A faithful copy of the data, pictures omitted, is the required answer.

────────────────

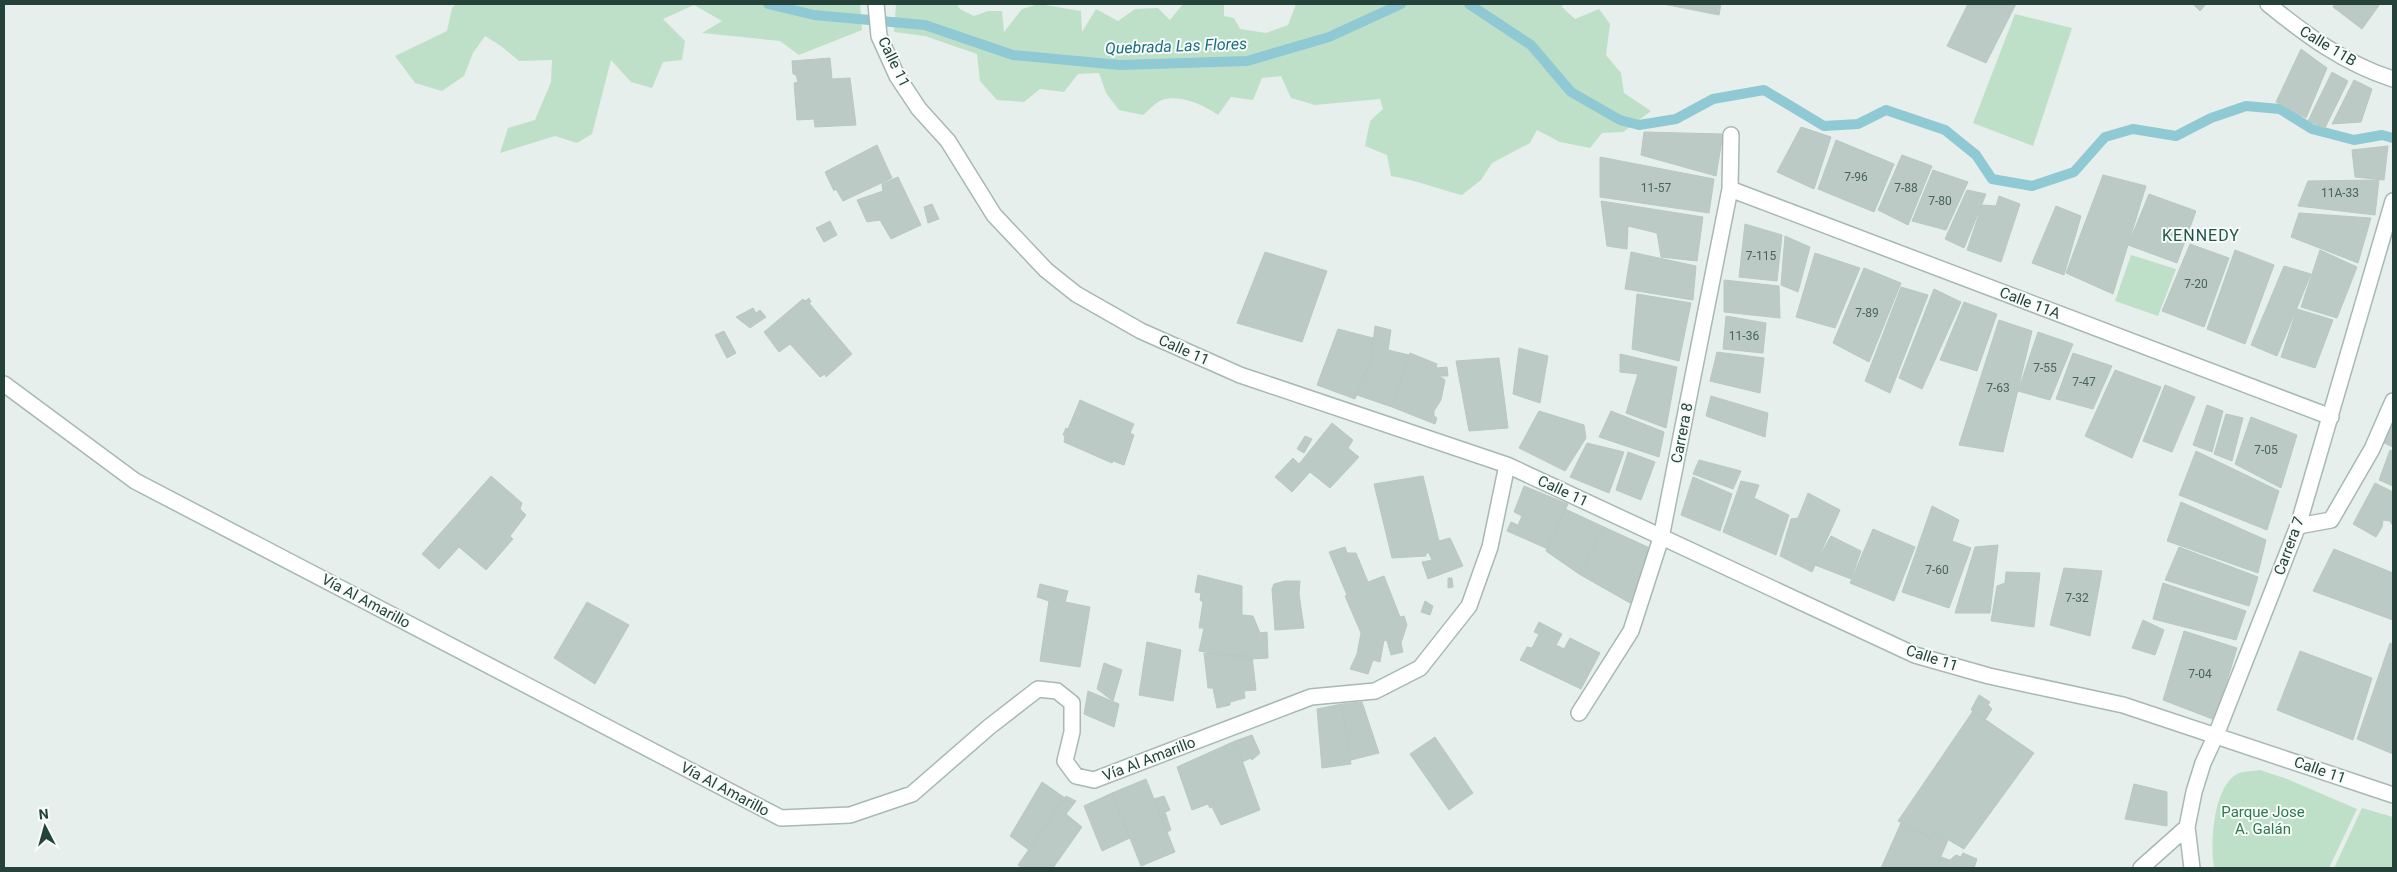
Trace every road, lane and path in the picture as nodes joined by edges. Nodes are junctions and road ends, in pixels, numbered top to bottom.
1 (876, 4) edge
2 (2268, 4) edge
3 (2393, 79) edge
4 (1731, 135) dead end
5 (1730, 189) junction
6 (2393, 201) edge
7 (4, 384) edge
8 (2393, 400) edge
9 (2331, 417) junction
10 (1507, 465) junction
11 (2298, 526) junction
12 (1661, 538) junction
13 (1579, 713) dead end
14 (2216, 735) junction
15 (2393, 795) edge
16 (2187, 827) junction
17 (2141, 868) edge
18 (2192, 868) edge

1 - 10 street, Calle 11
2 - 3 street, Calle 11B
4 - 5 street, Carrera 8
5 - 9 street, Calle 11A
5 - 12 street, Carrera 8
6 - 9 street, Carrera 7
7 - 10 street, Vía Al Amarillo
8 - 11 street
9 - 11 street, Carrera 7
10 - 12 street, Calle 11
11 - 14 street, Carrera 7
12 - 13 street, Carrera 8
12 - 14 street, Calle 11
14 - 15 street, Calle 11
14 - 16 street, Carrera 7
16 - 17 street
16 - 18 street, Carrera 7

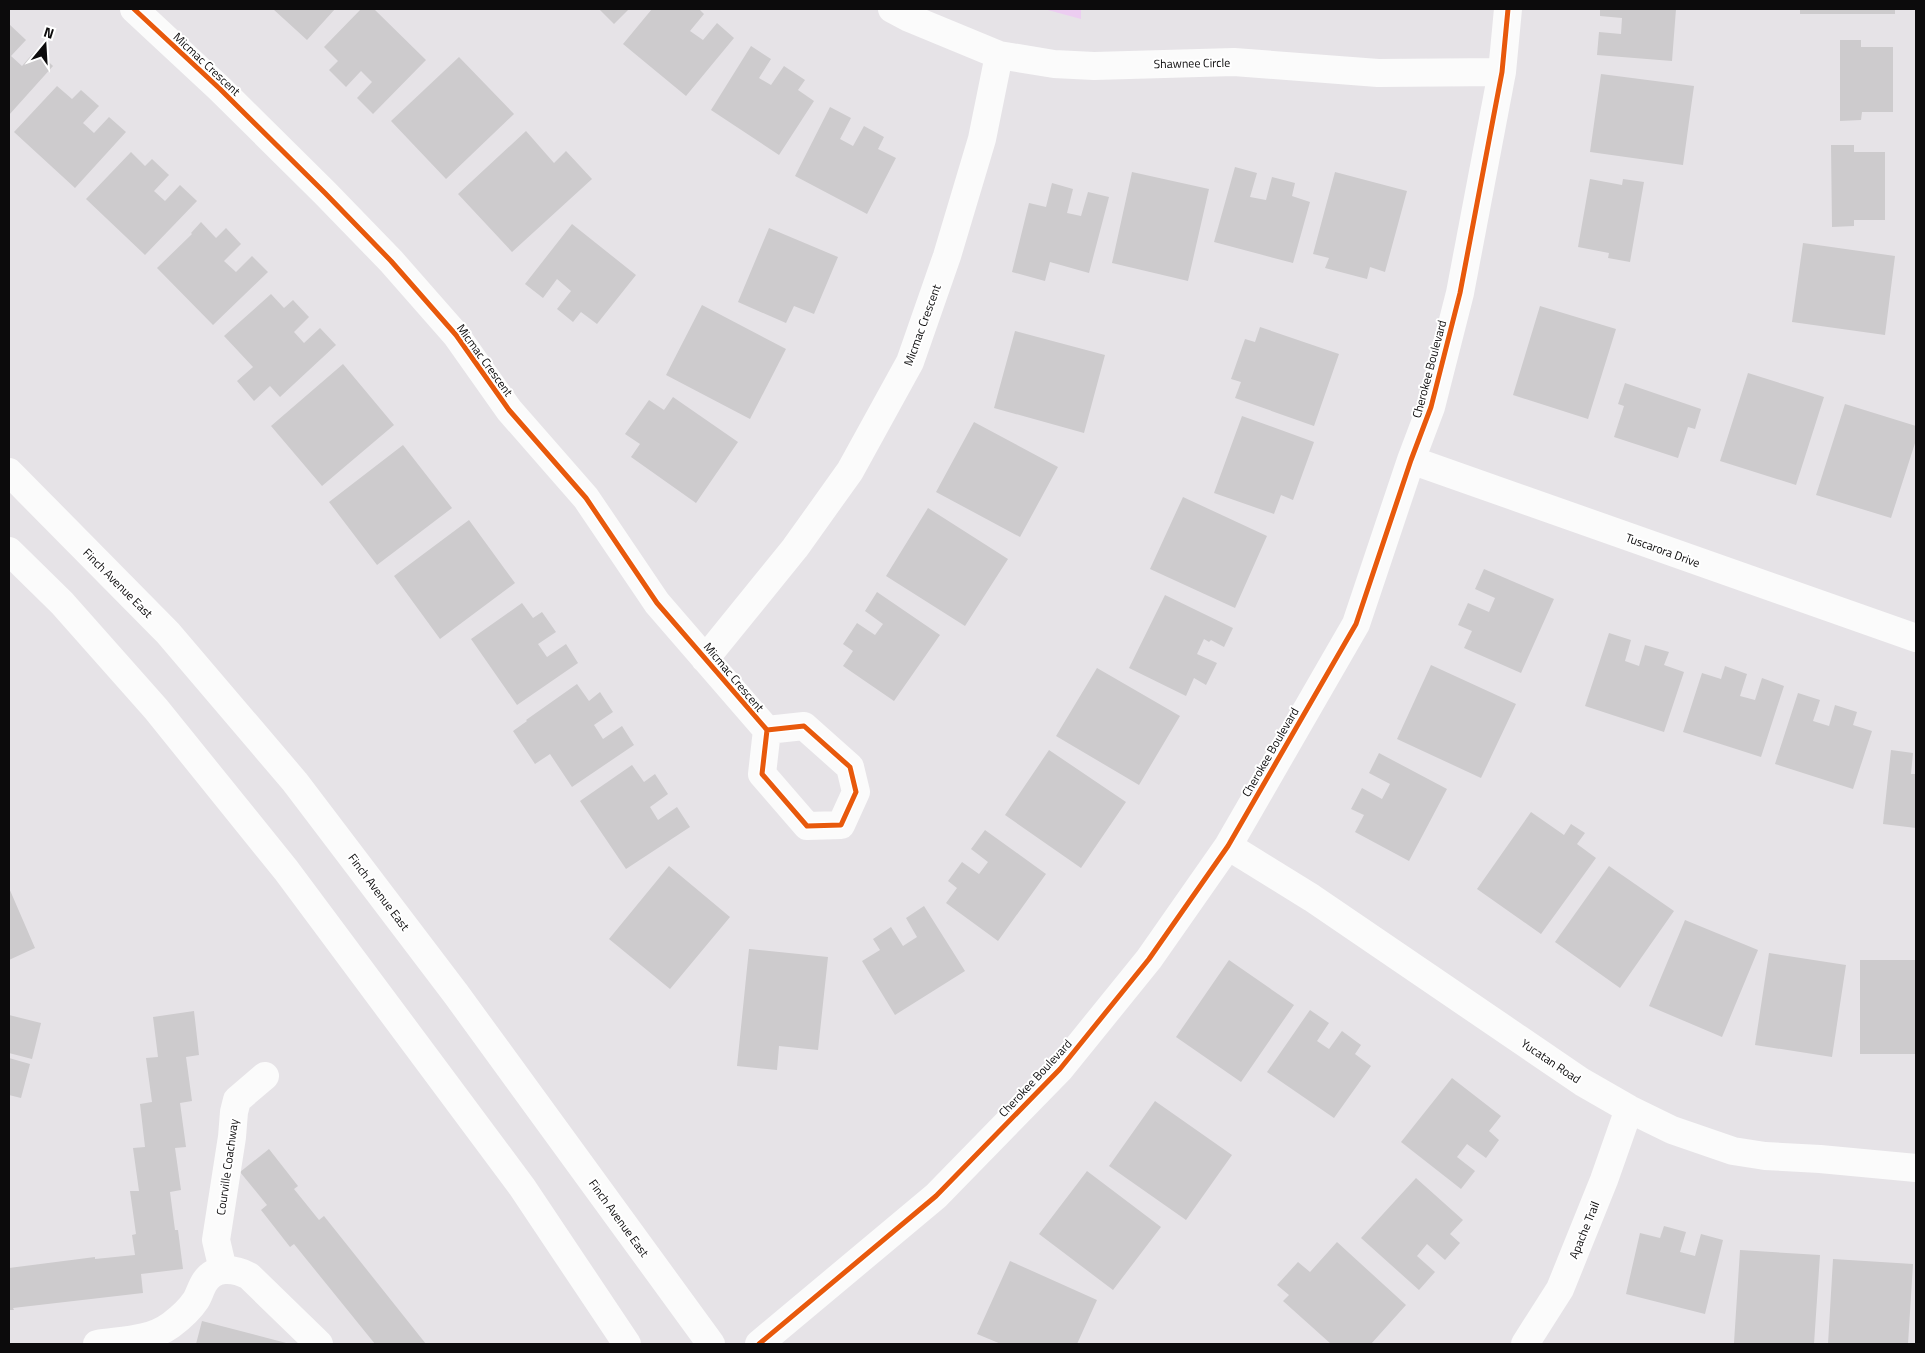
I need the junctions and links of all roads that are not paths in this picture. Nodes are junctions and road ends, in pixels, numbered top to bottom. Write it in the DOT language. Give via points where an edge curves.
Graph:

────────────────

Worked solution.
Trace every road, lane and path in the picture as nodes joined by edges. Nodes are junctions and road ends, in pixels, numbered top to bottom.
1 (876, 4) edge
2 (2268, 4) edge
3 (2393, 79) edge
4 (1731, 135) dead end
5 (1730, 189) junction
6 (2393, 201) edge
7 (4, 384) edge
8 (2393, 400) edge
9 (2331, 417) junction
10 (1507, 465) junction
11 (2298, 526) junction
12 (1661, 538) junction
13 (1579, 713) dead end
14 (2216, 735) junction
15 (2393, 795) edge
16 (2187, 827) junction
17 (2141, 868) edge
18 (2192, 868) edge

1 - 10 street, Calle 11
2 - 3 street, Calle 11B
4 - 5 street, Carrera 8
5 - 9 street, Calle 11A
5 - 12 street, Carrera 8
6 - 9 street, Carrera 7
7 - 10 street, Vía Al Amarillo
8 - 11 street
9 - 11 street, Carrera 7
10 - 12 street, Calle 11
11 - 14 street, Carrera 7
12 - 13 street, Carrera 8
12 - 14 street, Calle 11
14 - 15 street, Calle 11
14 - 16 street, Carrera 7
16 - 17 street
16 - 18 street, Carrera 7

I need the junctions and links of all roads that are not paths in this picture. Nodes are junctions and road ends, in pixels, numbered top to bottom. Write it in the DOT language. Give via points where an edge curves.
Graph:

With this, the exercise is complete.